▸ EXERCISE AIM
Transcribe each entry exactly, without pictures.

[[ RECORDS SHOWN, beginning ]]

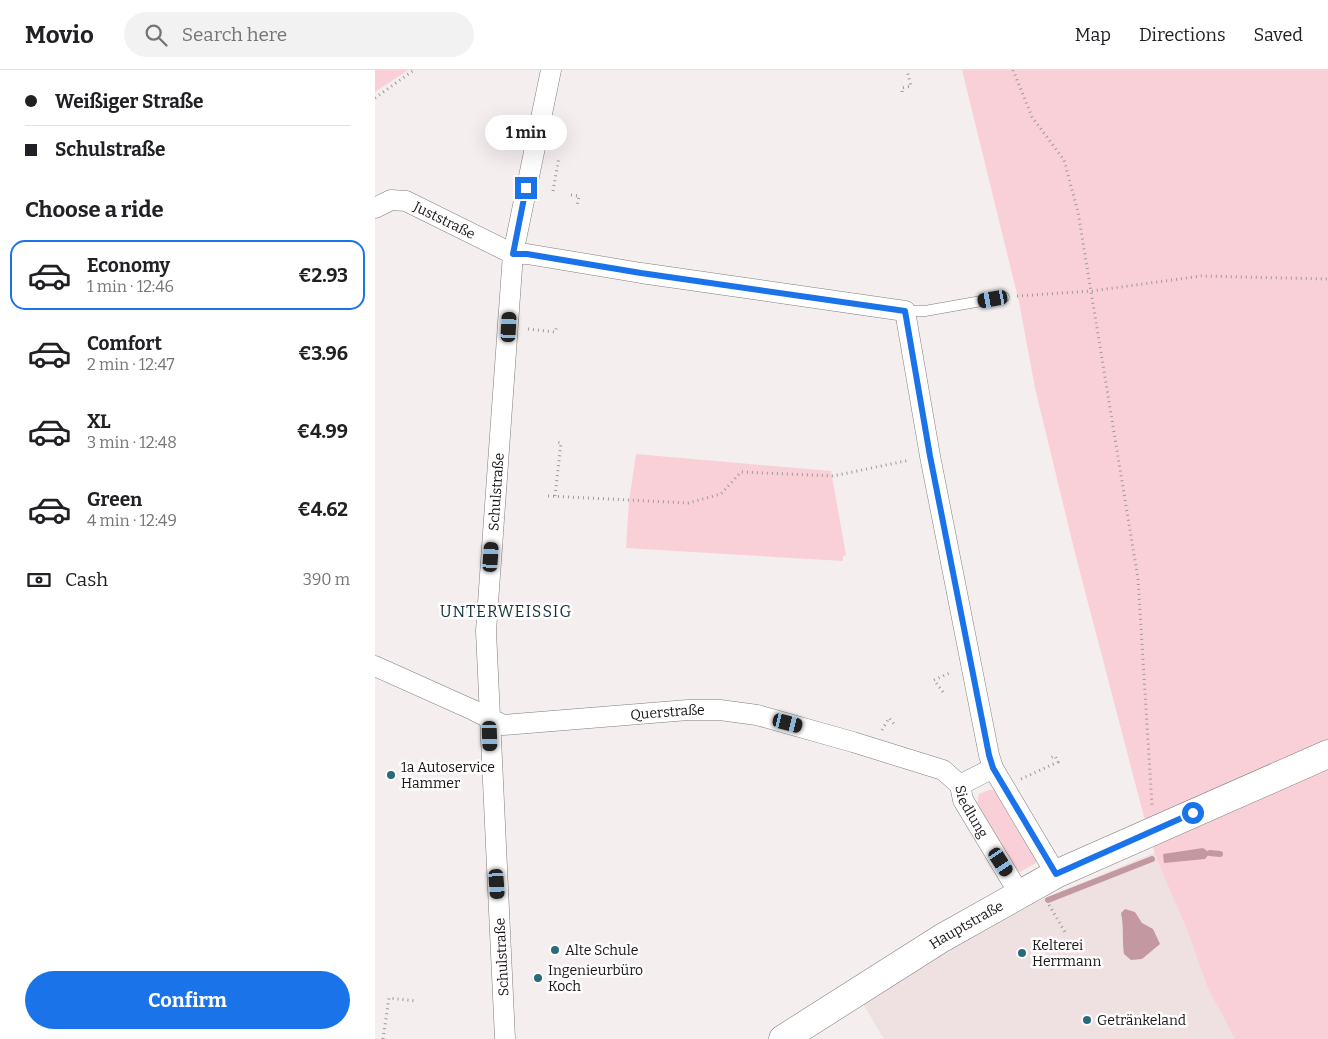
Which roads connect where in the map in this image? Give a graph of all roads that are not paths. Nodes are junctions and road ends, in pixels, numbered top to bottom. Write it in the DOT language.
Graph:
graph roads {
  1 [pos="551,70"];
  2 [pos="375,208"];
  3 [pos="513,254"];
  4 [pos="1004,297"];
  5 [pos="905,311"];
  6 [pos="375,666"];
  7 [pos="489,718"];
  8 [pos="1328,754"];
  9 [pos="993,768"];
  10 [pos="960,785"];
  11 [pos="1056,874"];
  12 [pos="1019,894"];
  13 [pos="505,1039"];
  14 [pos="783,1039"];
  1 -- 3 [label="street, Schulstraße"];
  2 -- 3 [label="street, Juststraße"];
  3 -- 5 [label="street"];
  3 -- 7 [label="street, Schulstraße"];
  4 -- 5 [label="lane"];
  5 -- 9 [label="street"];
  6 -- 7 [label="street, Querstraße"];
  7 -- 10 [label="street, Querstraße"];
  7 -- 13 [label="street, Schulstraße"];
  8 -- 11 [label="street, Hauptstraße"];
  9 -- 10 [label="street, Siedlung"];
  9 -- 11 [label="street"];
  10 -- 12 [label="street, Siedlung"];
  11 -- 12 [label="street, Hauptstraße"];
  12 -- 14 [label="street, Hauptstraße"];
}
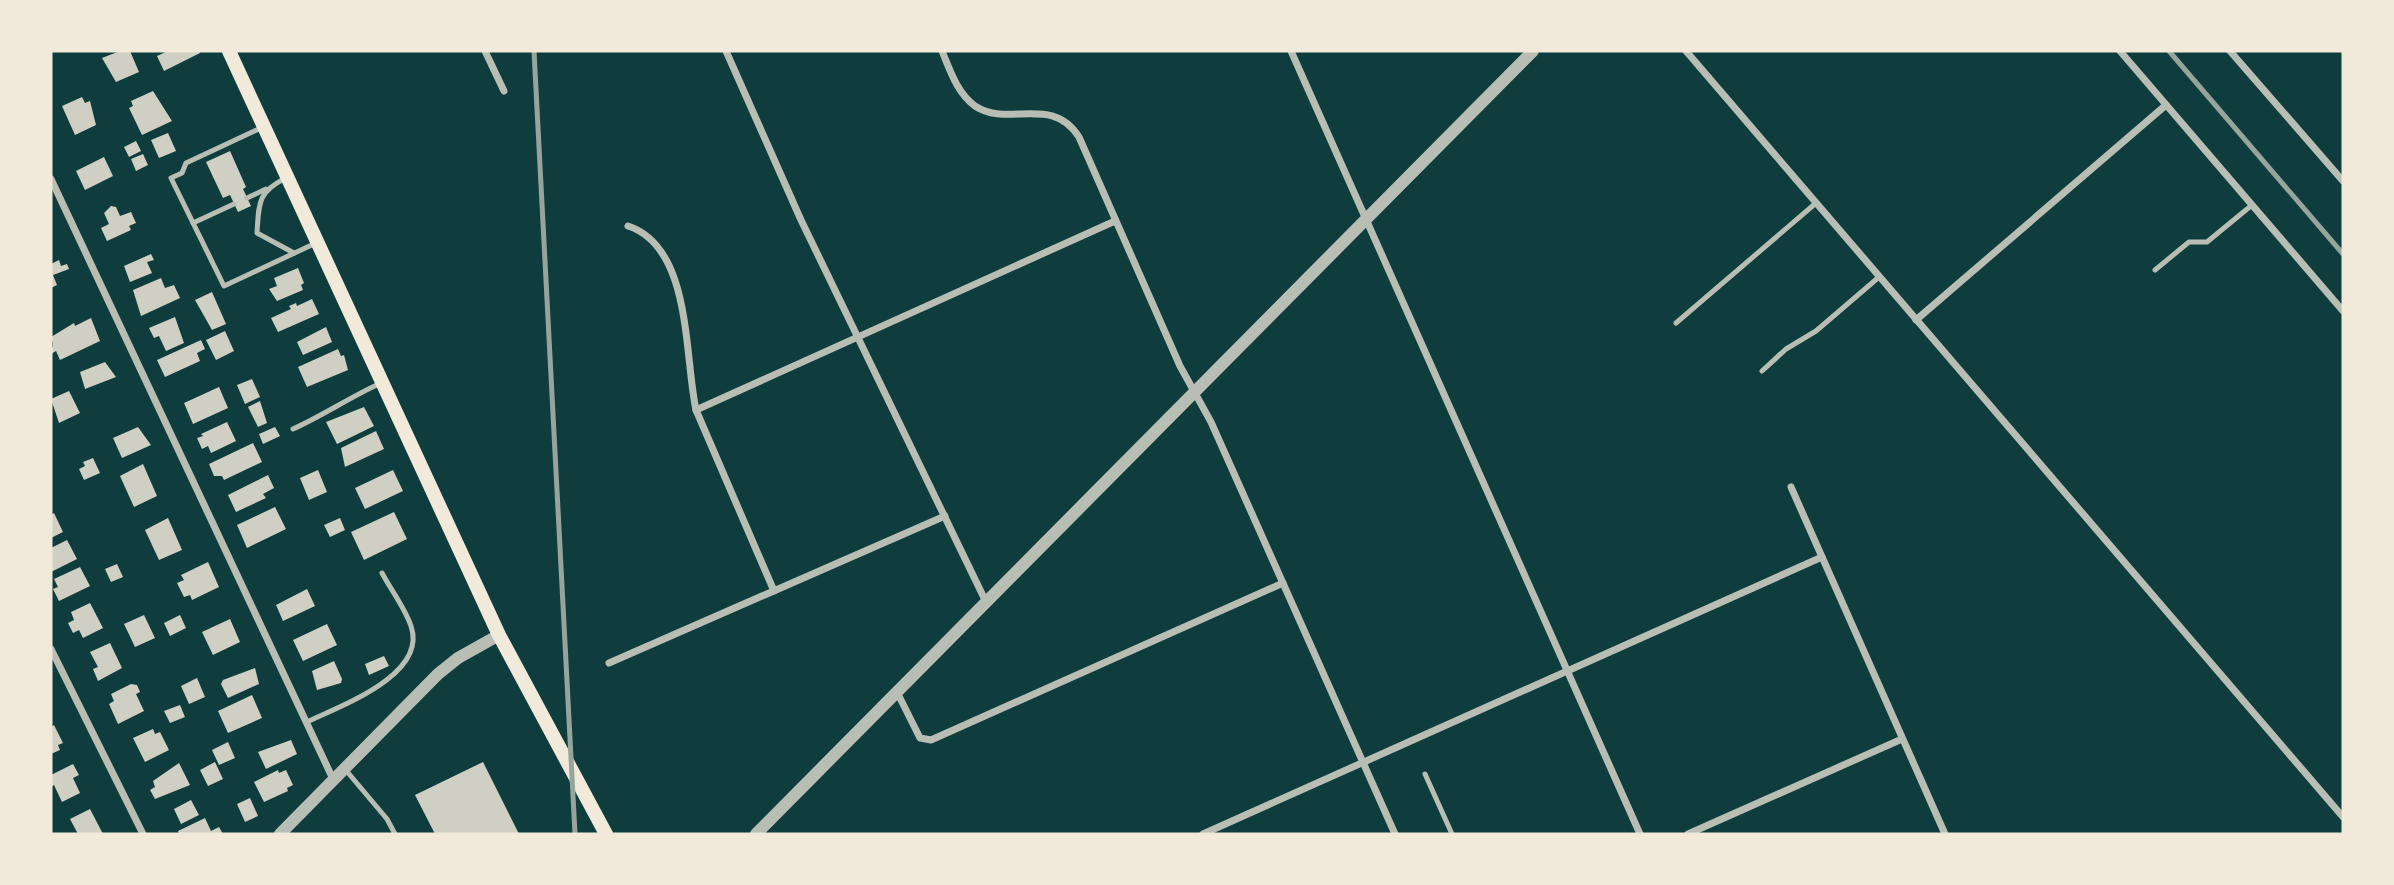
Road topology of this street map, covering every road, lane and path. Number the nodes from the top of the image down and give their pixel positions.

[[ RECORDS SHOWN, end ]]

▸ OUTPUT FOR THIS TASK
Which roads connect where in the map in this image? Give a graph of all roads that are not paths. Nodes are junctions and road ends, in pixels, numbered top to bottom. Write it in the DOT language.
Graph:
graph roads {
  1 [pos="551,70"];
  2 [pos="375,208"];
  3 [pos="513,254"];
  4 [pos="1004,297"];
  5 [pos="905,311"];
  6 [pos="375,666"];
  7 [pos="489,718"];
  8 [pos="1328,754"];
  9 [pos="993,768"];
  10 [pos="960,785"];
  11 [pos="1056,874"];
  12 [pos="1019,894"];
  13 [pos="505,1039"];
  14 [pos="783,1039"];
  1 -- 3 [label="street, Schulstraße"];
  2 -- 3 [label="street, Juststraße"];
  3 -- 5 [label="street"];
  3 -- 7 [label="street, Schulstraße"];
  4 -- 5 [label="lane"];
  5 -- 9 [label="street"];
  6 -- 7 [label="street, Querstraße"];
  7 -- 10 [label="street, Querstraße"];
  7 -- 13 [label="street, Schulstraße"];
  8 -- 11 [label="street, Hauptstraße"];
  9 -- 10 [label="street, Siedlung"];
  9 -- 11 [label="street"];
  10 -- 12 [label="street, Siedlung"];
  11 -- 12 [label="street, Hauptstraße"];
  12 -- 14 [label="street, Hauptstraße"];
}
Road topology of this street map, covering every road, lane and path. Number the nodes from the top of the image down and give their pixel positions.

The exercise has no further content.